What the exercise asks » Give back every line of the data, transcribed exactly.

Records for this exercise »

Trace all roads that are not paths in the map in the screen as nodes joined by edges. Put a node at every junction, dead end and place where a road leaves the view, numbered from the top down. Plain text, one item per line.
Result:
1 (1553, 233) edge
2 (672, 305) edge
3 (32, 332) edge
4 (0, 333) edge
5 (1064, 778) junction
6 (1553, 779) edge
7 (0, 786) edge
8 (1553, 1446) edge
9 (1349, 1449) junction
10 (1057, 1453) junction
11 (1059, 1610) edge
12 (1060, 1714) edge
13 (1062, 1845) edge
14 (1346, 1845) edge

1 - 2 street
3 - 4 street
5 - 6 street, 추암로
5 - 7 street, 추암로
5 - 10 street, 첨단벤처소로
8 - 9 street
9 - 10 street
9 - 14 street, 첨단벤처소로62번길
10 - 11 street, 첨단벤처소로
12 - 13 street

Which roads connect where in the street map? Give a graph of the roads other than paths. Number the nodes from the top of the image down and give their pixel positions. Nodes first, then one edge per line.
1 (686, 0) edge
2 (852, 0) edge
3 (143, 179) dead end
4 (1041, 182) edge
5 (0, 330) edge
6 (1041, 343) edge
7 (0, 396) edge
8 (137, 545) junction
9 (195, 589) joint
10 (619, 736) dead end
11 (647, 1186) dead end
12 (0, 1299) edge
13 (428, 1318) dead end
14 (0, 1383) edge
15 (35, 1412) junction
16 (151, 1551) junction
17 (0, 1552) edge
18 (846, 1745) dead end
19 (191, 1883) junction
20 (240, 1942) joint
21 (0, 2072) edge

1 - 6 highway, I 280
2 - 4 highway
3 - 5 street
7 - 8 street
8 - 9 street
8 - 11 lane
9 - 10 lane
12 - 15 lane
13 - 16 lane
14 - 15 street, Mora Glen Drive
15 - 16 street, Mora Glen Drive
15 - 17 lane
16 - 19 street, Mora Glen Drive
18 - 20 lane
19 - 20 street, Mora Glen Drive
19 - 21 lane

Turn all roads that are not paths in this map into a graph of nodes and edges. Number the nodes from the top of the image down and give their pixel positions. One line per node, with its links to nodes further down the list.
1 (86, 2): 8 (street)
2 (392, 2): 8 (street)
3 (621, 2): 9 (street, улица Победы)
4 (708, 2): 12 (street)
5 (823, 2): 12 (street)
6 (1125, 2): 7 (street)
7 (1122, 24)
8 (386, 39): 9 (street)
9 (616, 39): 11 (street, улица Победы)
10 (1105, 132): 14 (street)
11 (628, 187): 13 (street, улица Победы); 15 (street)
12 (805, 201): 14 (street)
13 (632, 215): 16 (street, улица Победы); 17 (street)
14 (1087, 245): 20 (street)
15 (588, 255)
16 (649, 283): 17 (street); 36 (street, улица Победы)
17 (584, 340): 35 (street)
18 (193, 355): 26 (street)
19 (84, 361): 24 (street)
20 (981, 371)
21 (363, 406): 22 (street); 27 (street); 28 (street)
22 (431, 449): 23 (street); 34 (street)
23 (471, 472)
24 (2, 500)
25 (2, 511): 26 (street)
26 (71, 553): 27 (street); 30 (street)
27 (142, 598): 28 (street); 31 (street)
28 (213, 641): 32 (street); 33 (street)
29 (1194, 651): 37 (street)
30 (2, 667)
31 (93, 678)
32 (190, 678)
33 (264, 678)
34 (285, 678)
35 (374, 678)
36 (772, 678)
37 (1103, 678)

Problem solution »
Trace all roads that are not paths in the map in the screen as nodes joined by edges. Put a node at every junction, dead end and place where a road leaves the view, numbered from the top down. Plain text, one item per line.
Result:
1 (1553, 233) edge
2 (672, 305) edge
3 (32, 332) edge
4 (0, 333) edge
5 (1064, 778) junction
6 (1553, 779) edge
7 (0, 786) edge
8 (1553, 1446) edge
9 (1349, 1449) junction
10 (1057, 1453) junction
11 (1059, 1610) edge
12 (1060, 1714) edge
13 (1062, 1845) edge
14 (1346, 1845) edge

1 - 2 street
3 - 4 street
5 - 6 street, 추암로
5 - 7 street, 추암로
5 - 10 street, 첨단벤처소로
8 - 9 street
9 - 10 street
9 - 14 street, 첨단벤처소로62번길
10 - 11 street, 첨단벤처소로
12 - 13 street

Which roads connect where in the street map? Give a graph of the roads other than paths. Number the nodes from the top of the image down and give their pixel positions. Nodes first, then one edge per line.
1 (686, 0) edge
2 (852, 0) edge
3 (143, 179) dead end
4 (1041, 182) edge
5 (0, 330) edge
6 (1041, 343) edge
7 (0, 396) edge
8 (137, 545) junction
9 (195, 589) joint
10 (619, 736) dead end
11 (647, 1186) dead end
12 (0, 1299) edge
13 (428, 1318) dead end
14 (0, 1383) edge
15 (35, 1412) junction
16 (151, 1551) junction
17 (0, 1552) edge
18 (846, 1745) dead end
19 (191, 1883) junction
20 (240, 1942) joint
21 (0, 2072) edge

1 - 6 highway, I 280
2 - 4 highway
3 - 5 street
7 - 8 street
8 - 9 street
8 - 11 lane
9 - 10 lane
12 - 15 lane
13 - 16 lane
14 - 15 street, Mora Glen Drive
15 - 16 street, Mora Glen Drive
15 - 17 lane
16 - 19 street, Mora Glen Drive
18 - 20 lane
19 - 20 street, Mora Glen Drive
19 - 21 lane

Turn all roads that are not paths in this map into a graph of nodes and edges. Number the nodes from the top of the image down and give their pixel positions. One line per node, with its links to nodes further down the list.
1 (86, 2): 8 (street)
2 (392, 2): 8 (street)
3 (621, 2): 9 (street, улица Победы)
4 (708, 2): 12 (street)
5 (823, 2): 12 (street)
6 (1125, 2): 7 (street)
7 (1122, 24)
8 (386, 39): 9 (street)
9 (616, 39): 11 (street, улица Победы)
10 (1105, 132): 14 (street)
11 (628, 187): 13 (street, улица Победы); 15 (street)
12 (805, 201): 14 (street)
13 (632, 215): 16 (street, улица Победы); 17 (street)
14 (1087, 245): 20 (street)
15 (588, 255)
16 (649, 283): 17 (street); 36 (street, улица Победы)
17 (584, 340): 35 (street)
18 (193, 355): 26 (street)
19 (84, 361): 24 (street)
20 (981, 371)
21 (363, 406): 22 (street); 27 (street); 28 (street)
22 (431, 449): 23 (street); 34 (street)
23 (471, 472)
24 (2, 500)
25 (2, 511): 26 (street)
26 (71, 553): 27 (street); 30 (street)
27 (142, 598): 28 (street); 31 (street)
28 (213, 641): 32 (street); 33 (street)
29 (1194, 651): 37 (street)
30 (2, 667)
31 (93, 678)
32 (190, 678)
33 (264, 678)
34 (285, 678)
35 (374, 678)
36 (772, 678)
37 (1103, 678)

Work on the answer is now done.